More Than Just Savings
Mastering tax exemption is about building credibility. It signals to donors, corporate CSR committees, and the government that your NGO is a transparent and compliant organization, opening doors for significant funding.
Your Exemption Toolkit
Two sections of the Income Tax Act are your foundation for exemption: Section 12AB and Section 80G. Think of them as your shield against taxes and your magnet for attracting donations.
Section 12AB: Your Shield
Section 12AB is your primary shield. This registration exempts your NGO's income from tax, provided the funds are applied towards your charitable objectives. Without it, all your surplus is taxable.
Section 80G: Your Magnet
Section 80G is your fundraising magnet. It incentivizes donors by allowing them to deduct 50% of their donation amount from their own taxable income, making giving to your cause financially attractive.
The Unbreakable Bond
You can have 12AB registration without 80G, but you generally cannot get 80G without first securing 12AB. Virtually all corporate donors and serious philanthropists will demand to see both certificates.
The New 5-Year Rule
The era of lifetime registration is over.

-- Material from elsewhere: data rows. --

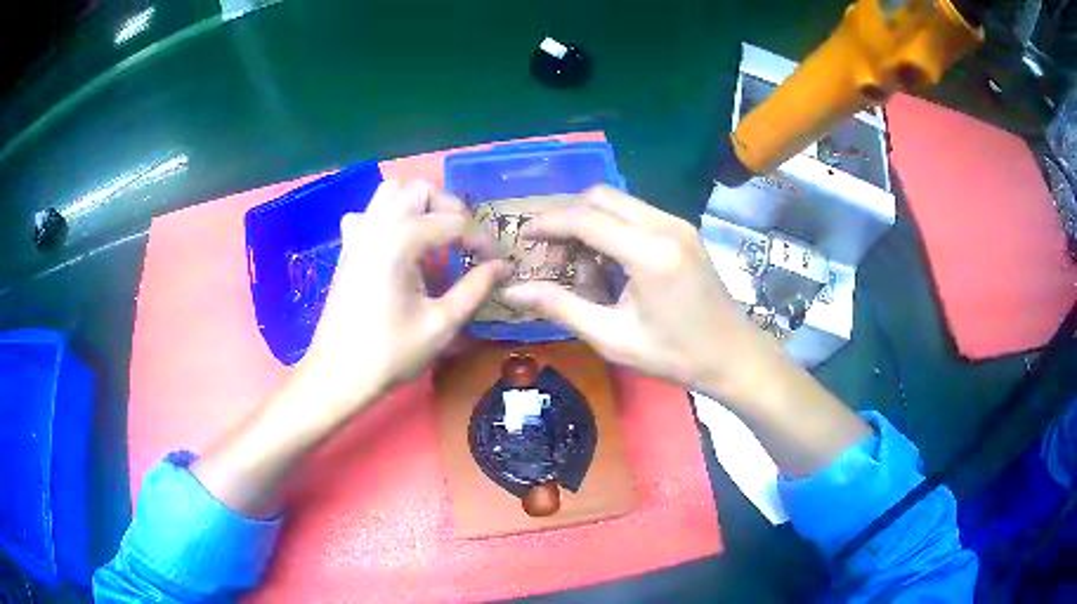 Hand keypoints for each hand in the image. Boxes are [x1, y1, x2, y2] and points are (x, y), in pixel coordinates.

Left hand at [287, 180, 508, 421]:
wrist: (337, 376)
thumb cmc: (390, 353)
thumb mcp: (441, 323)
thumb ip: (476, 288)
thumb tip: (504, 266)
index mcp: (400, 240)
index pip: (453, 222)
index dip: (482, 240)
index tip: (497, 263)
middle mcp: (377, 226)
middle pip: (420, 190)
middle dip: (450, 209)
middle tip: (466, 242)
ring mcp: (357, 235)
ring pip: (391, 193)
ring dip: (419, 206)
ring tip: (435, 238)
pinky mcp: (348, 249)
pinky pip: (368, 215)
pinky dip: (388, 219)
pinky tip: (398, 247)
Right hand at [502, 186, 869, 476]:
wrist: (732, 354)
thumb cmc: (675, 355)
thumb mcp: (613, 338)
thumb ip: (561, 307)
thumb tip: (513, 291)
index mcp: (649, 253)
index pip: (585, 219)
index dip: (547, 223)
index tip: (523, 237)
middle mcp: (665, 225)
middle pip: (600, 196)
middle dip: (567, 218)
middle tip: (552, 255)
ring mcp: (677, 223)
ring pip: (617, 201)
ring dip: (590, 223)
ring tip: (583, 268)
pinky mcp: (682, 229)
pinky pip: (635, 213)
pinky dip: (612, 228)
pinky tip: (611, 265) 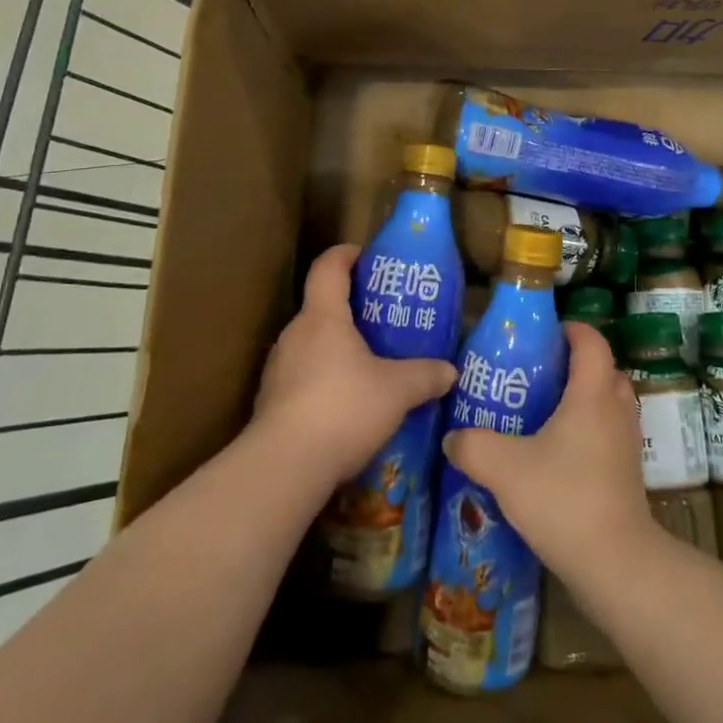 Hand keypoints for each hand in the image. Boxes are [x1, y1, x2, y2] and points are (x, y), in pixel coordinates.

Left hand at [253, 244, 456, 487]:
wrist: (283, 468)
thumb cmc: (343, 409)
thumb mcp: (397, 391)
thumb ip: (425, 376)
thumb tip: (451, 371)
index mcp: (323, 317)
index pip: (328, 267)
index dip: (346, 255)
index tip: (365, 256)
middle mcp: (295, 335)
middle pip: (320, 307)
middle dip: (349, 309)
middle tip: (381, 321)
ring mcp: (278, 370)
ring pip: (310, 345)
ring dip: (336, 348)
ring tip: (367, 365)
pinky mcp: (271, 403)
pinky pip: (302, 378)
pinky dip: (323, 381)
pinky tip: (346, 406)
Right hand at [442, 321, 658, 581]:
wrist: (615, 563)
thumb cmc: (563, 498)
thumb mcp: (504, 468)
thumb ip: (473, 446)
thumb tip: (452, 438)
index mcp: (592, 393)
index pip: (591, 341)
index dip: (571, 329)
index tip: (543, 335)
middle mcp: (616, 409)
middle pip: (604, 370)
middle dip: (575, 366)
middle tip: (539, 376)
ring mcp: (628, 442)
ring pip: (609, 404)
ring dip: (585, 400)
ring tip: (546, 415)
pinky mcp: (629, 473)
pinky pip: (610, 434)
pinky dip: (590, 432)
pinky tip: (559, 456) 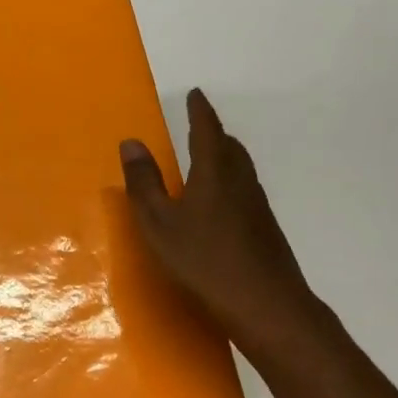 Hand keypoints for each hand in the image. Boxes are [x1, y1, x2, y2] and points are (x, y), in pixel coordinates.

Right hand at [119, 88, 324, 361]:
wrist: (266, 303)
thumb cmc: (204, 260)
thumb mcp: (159, 223)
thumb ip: (144, 183)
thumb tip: (131, 142)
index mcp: (214, 172)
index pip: (207, 130)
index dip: (199, 111)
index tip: (195, 94)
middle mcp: (241, 181)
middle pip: (229, 147)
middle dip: (213, 133)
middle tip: (198, 126)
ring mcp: (257, 206)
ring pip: (240, 169)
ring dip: (224, 157)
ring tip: (206, 159)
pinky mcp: (265, 229)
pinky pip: (244, 190)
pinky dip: (230, 182)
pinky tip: (220, 204) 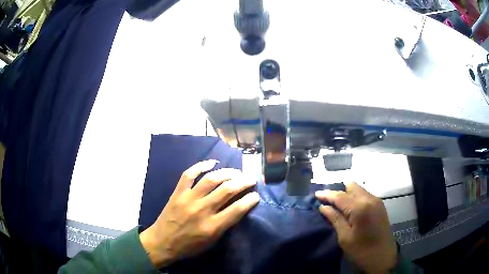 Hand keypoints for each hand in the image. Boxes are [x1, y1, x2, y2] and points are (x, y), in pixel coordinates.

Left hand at [139, 160, 259, 267]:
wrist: (162, 242)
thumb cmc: (189, 246)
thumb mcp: (211, 242)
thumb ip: (225, 226)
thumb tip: (237, 209)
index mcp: (212, 227)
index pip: (237, 209)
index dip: (250, 200)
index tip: (256, 195)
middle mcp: (202, 210)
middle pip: (227, 190)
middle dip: (243, 182)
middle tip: (250, 179)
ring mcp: (188, 199)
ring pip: (211, 179)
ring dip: (227, 173)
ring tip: (236, 172)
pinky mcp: (178, 193)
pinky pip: (189, 174)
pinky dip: (200, 166)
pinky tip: (211, 163)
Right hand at [315, 182, 396, 273]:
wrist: (383, 257)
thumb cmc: (361, 250)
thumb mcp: (345, 237)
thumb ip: (335, 219)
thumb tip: (323, 207)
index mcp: (360, 207)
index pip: (340, 196)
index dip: (327, 194)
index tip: (315, 194)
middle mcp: (370, 199)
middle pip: (351, 186)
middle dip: (339, 191)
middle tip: (328, 202)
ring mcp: (376, 201)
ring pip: (359, 189)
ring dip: (347, 194)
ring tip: (337, 205)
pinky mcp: (380, 205)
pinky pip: (365, 195)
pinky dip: (355, 198)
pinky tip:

Under the new regime in 2026, all 12AB and 80G registrations are valid for only five years. You must apply for renewal at least six months before your certificate expires.
Starting an NGO in 2026?
If you are a new NGO that hasn't started activities, you can get a 'Provisional Registration'. This is valid for three years, allowing you to begin operations and fundraising with tax benefits right away.